Narrowing in on neuroendocrine skin cancer, a session at the North American Neuroendocrine Tumor Society annual meeting October 4-6 in Seattle, Washington, took an in-depth look at prognostics and treatment options for Merkel cell carcinoma in the United States.
Narrowing in on neuroendocrine skin cancer, a session at the North American Neuroendocrine Tumor Society annual meeting October 4-6 in Seattle, Washington, took an in-depth look at prognostics and treatment options for Merkel cell carcinoma (MCC).
MCC is most common in people over age 50, on UV-exposed skin, and in those with systematic immunosuppression. It typically arises as a nondescript, painless red or purple bump, is usually misdiagnosed as a cyst, grows rapidly, and has a high propensity for metastasis.

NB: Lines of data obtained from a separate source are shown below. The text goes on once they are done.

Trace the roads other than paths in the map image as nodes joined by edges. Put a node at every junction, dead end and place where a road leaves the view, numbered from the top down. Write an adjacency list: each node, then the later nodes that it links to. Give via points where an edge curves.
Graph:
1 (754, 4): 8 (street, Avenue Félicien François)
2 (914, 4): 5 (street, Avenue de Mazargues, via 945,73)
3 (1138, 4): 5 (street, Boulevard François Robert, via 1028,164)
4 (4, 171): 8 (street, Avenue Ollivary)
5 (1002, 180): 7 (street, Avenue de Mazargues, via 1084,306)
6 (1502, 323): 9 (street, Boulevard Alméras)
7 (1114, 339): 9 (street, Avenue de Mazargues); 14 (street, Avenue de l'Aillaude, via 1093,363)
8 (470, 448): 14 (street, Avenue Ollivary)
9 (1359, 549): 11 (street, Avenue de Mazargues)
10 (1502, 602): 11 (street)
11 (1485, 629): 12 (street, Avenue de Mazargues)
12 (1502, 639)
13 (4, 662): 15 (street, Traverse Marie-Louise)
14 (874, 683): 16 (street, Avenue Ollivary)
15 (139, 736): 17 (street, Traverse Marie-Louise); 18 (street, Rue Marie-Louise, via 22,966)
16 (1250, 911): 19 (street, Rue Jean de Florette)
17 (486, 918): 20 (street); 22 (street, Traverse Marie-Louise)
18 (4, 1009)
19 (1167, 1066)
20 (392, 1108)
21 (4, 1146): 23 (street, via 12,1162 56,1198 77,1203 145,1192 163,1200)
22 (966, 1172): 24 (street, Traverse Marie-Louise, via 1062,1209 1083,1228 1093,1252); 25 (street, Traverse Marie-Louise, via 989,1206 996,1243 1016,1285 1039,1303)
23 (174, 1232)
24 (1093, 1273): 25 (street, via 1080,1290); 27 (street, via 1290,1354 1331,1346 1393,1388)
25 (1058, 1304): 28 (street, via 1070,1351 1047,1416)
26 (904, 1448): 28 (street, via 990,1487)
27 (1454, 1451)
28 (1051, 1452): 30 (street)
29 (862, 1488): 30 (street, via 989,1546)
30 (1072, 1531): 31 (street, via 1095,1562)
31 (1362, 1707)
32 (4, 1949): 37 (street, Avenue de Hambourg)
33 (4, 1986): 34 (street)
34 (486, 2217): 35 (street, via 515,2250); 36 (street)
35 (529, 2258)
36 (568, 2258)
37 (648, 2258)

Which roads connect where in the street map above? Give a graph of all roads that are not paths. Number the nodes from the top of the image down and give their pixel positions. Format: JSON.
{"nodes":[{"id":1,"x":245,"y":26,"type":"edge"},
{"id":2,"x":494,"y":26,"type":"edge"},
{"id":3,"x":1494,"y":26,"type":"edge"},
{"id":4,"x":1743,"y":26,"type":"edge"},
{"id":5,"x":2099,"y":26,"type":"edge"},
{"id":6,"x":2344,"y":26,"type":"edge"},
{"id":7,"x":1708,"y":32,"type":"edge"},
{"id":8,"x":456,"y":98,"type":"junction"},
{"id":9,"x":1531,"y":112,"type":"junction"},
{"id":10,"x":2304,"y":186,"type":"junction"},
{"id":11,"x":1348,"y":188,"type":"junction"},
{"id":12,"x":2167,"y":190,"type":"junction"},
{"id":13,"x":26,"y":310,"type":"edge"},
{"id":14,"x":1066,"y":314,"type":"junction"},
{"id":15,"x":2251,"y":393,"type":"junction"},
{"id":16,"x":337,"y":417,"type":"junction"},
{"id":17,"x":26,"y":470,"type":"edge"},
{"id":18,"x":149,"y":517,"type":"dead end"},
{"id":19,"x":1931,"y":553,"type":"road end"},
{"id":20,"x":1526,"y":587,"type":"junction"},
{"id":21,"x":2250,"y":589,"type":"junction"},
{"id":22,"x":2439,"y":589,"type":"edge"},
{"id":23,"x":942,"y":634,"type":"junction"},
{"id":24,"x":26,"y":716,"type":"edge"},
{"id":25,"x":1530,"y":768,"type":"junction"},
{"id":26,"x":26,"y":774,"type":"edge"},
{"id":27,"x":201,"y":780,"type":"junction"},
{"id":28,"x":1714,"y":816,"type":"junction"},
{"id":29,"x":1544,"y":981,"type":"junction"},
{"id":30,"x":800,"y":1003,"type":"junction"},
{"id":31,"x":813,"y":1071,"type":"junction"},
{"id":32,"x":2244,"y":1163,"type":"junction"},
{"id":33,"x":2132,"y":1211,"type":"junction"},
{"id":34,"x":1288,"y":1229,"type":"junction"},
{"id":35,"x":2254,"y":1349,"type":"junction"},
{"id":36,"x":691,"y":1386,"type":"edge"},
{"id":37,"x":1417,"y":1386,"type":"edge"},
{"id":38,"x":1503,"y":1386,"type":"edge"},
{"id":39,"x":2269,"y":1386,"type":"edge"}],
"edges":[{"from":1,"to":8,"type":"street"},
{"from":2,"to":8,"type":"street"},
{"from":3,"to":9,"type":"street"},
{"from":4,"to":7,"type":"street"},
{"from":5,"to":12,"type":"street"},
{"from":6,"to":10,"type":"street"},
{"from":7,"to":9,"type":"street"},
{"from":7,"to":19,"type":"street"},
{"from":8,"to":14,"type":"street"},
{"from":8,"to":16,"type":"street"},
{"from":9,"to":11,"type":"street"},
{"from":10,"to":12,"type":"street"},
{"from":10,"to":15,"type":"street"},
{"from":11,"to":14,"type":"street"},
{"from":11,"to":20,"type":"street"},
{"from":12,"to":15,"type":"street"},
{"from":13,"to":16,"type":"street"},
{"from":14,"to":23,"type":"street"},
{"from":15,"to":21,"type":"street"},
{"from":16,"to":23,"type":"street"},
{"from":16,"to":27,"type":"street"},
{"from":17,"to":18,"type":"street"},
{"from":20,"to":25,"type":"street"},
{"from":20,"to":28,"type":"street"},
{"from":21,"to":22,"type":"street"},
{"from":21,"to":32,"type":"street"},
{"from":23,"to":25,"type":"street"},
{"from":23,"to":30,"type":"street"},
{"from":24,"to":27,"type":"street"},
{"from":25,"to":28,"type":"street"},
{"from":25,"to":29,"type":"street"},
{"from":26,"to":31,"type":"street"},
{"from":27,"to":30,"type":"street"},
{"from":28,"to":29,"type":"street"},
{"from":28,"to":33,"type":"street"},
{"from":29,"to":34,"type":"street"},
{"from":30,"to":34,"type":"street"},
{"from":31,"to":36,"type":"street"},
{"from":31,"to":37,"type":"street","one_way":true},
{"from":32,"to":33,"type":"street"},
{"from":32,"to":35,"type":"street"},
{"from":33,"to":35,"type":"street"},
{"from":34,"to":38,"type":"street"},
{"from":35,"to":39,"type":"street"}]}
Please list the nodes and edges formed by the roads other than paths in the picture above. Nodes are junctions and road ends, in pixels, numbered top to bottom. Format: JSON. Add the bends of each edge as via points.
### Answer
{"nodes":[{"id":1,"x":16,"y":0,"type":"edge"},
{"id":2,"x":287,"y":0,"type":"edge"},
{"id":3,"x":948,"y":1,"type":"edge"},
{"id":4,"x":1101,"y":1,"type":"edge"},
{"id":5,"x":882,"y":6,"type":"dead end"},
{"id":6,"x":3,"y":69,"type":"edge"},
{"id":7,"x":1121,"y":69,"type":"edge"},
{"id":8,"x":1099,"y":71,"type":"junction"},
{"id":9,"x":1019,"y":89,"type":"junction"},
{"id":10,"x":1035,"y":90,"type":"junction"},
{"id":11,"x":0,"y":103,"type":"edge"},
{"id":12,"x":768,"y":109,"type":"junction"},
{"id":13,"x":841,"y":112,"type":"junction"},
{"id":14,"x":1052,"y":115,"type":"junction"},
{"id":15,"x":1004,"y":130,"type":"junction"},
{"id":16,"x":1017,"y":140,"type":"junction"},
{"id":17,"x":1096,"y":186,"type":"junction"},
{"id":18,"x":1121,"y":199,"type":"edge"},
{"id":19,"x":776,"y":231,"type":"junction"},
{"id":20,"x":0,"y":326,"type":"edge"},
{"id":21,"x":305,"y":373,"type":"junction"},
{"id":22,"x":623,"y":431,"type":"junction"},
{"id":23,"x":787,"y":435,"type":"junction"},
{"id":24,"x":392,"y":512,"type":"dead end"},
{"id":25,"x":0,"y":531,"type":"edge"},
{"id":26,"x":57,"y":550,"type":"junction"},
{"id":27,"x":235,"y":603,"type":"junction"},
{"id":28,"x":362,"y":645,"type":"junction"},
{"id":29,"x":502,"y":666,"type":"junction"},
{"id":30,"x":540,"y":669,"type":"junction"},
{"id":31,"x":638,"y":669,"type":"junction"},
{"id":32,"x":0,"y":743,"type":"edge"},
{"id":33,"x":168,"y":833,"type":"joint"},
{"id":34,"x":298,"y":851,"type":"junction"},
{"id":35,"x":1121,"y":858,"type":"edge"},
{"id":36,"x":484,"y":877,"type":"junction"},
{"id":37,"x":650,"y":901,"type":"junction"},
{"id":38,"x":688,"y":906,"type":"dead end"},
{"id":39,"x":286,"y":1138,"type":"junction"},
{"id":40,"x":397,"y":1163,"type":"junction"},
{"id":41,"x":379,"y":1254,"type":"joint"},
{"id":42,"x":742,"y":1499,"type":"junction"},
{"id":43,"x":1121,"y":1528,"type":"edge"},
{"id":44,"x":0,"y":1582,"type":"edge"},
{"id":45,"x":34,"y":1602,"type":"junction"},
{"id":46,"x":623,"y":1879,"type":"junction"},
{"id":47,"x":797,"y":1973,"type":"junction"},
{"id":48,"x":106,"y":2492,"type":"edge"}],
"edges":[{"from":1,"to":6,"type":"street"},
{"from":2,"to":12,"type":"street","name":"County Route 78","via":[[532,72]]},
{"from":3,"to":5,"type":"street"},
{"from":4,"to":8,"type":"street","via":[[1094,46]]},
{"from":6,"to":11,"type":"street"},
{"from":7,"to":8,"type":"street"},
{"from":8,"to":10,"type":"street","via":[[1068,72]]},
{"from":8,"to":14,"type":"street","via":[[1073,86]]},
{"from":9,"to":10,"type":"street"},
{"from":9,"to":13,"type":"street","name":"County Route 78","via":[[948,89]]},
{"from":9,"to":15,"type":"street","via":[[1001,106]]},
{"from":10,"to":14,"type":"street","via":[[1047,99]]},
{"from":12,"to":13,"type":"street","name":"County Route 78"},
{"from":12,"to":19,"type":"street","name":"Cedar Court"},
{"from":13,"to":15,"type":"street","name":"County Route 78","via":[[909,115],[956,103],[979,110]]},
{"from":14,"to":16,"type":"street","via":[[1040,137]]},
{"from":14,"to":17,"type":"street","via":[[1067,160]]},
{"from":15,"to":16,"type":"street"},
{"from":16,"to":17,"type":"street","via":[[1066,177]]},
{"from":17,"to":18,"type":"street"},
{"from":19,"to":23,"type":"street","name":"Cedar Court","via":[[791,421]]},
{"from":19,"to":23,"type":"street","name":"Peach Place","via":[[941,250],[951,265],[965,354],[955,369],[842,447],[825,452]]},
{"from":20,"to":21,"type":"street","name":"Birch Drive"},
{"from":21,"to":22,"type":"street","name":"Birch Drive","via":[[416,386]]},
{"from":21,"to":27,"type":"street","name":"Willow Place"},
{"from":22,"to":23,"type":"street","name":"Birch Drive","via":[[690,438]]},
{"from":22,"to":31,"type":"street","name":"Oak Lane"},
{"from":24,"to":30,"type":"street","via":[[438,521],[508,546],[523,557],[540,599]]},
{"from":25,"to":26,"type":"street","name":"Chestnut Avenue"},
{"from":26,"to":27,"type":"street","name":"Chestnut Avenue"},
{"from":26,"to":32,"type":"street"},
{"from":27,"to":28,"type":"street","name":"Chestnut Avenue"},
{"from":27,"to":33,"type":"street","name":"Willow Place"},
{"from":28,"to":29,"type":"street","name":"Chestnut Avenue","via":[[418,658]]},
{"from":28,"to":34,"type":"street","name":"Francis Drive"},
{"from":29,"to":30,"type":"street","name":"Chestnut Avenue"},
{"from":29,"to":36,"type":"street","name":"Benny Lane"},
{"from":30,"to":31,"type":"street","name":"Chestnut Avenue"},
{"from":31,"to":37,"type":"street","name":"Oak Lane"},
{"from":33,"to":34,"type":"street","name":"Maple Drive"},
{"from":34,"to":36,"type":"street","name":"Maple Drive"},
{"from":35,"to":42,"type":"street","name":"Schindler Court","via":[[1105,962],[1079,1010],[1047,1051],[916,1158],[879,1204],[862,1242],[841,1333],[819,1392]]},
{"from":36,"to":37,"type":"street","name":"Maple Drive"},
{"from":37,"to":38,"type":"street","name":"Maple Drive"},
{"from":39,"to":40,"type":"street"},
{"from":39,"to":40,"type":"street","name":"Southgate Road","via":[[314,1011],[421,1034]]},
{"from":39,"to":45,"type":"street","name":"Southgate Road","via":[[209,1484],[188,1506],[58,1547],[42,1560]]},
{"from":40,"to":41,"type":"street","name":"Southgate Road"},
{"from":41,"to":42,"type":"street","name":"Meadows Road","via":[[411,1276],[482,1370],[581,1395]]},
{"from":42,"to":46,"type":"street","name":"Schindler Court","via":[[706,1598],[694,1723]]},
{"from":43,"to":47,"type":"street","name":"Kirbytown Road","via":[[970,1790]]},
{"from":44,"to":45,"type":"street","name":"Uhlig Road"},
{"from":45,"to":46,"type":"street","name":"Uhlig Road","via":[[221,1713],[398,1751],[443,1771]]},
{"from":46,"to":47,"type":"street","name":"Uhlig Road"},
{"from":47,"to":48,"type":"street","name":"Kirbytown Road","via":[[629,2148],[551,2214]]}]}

Like other neuroendocrine cancers, MCC prevalence is on the rise in the United States, with incidence having doubled since 2000, explained Kelly Paulson, MD, PhD, fellow, Seattle Cancer Care Alliance. Incidence is expected to continue to increase, rising from 2500 cases a year now to 3250 cases a year by 2025.
Immunosuppression increases the risk of MCC and those with multiple forms of systemic immunosuppression have markedly increased risk of MCC from 5- to 50-fold. This includes solid organ transplant recipients and immunosuppressive, T-cell toxic medications associated with these transplants; medications for autoimmune disease; untreated HIV or AIDS; and CLL/lymphoid malignancies.
Once diagnosed with MCC, 10% of patients that are immunosuppressed have markedly worse treatment efficacy and overall survival, according to Paulson.
She explained that there are 2 ways to develop MCC, and while the 2 start differently, they share the same biology. Accounting for 80% of MCC cases is the Merkel cell polyomavirus, a common virus that lives on the skin and often presents no symptoms. The virus breaks in a way that integrates to cause cancer that’s addicted to the expression of viral T antigens.
The other 20% of MCC cases are the result of extensive sun damage.
For locoregional, clinically node-negative MCCs, wide local excision is typically recommended, and under most circumstances, providers should consider sentinel lymph node biopsy to determine if the cancer has spread. Adjuvant radiation is also indicated in many circumstances. Paulson also highlighted the importance of cross-sectional imaging.
“One of the unique features of MCC is, because of its biology, where 80% is caused by the virus, we can use the immune response to the virus to track tumor burden,” explained Paulson.
For adjuvant therapy in patients with node-positive MCC, Paulson explained that radiation is usually indicated. She also warned that chemotherapy in adjuvant setting should not be used and is associated with markedly worse outcomes. Teasing a future with immunotherapy, Paulson said the method of treatment is being tested in randomized controlled trials as adjuvant treatment for stage 3 MCC.
In the metastatic setting, MCC has historically been treated like small-cell lung cancer, with platinum-based doublet chemotherapy being standard of care. “Unfortunately, outcomes for this were dismal, and less than 10% of patients were alive in 3 years and the likelihood of developing resistance was high,” explained Paulson.
Because of the viral driver in 80% of MCC cases, and because of the associations between MCC and the immune system, immune checkpoint inhibitors have significantly improved survival for metastatic disease and are now standard of care/first-line therapy for metastatic MCC. Treatment with these inhibitors have cause 3-year overall survival to jump from 10% to 64%.
Currently, avelumab is approved for the treatment of MCC and a decision on pembrolizumab is expected later this year, according to Paulson.
For patients who do not respond to immunotherapy, other treatment options include: platinum doublet chemotherapy, ipilimumab plus nivolumab, and single-fraction radiotherapy in combination with immunotherapy.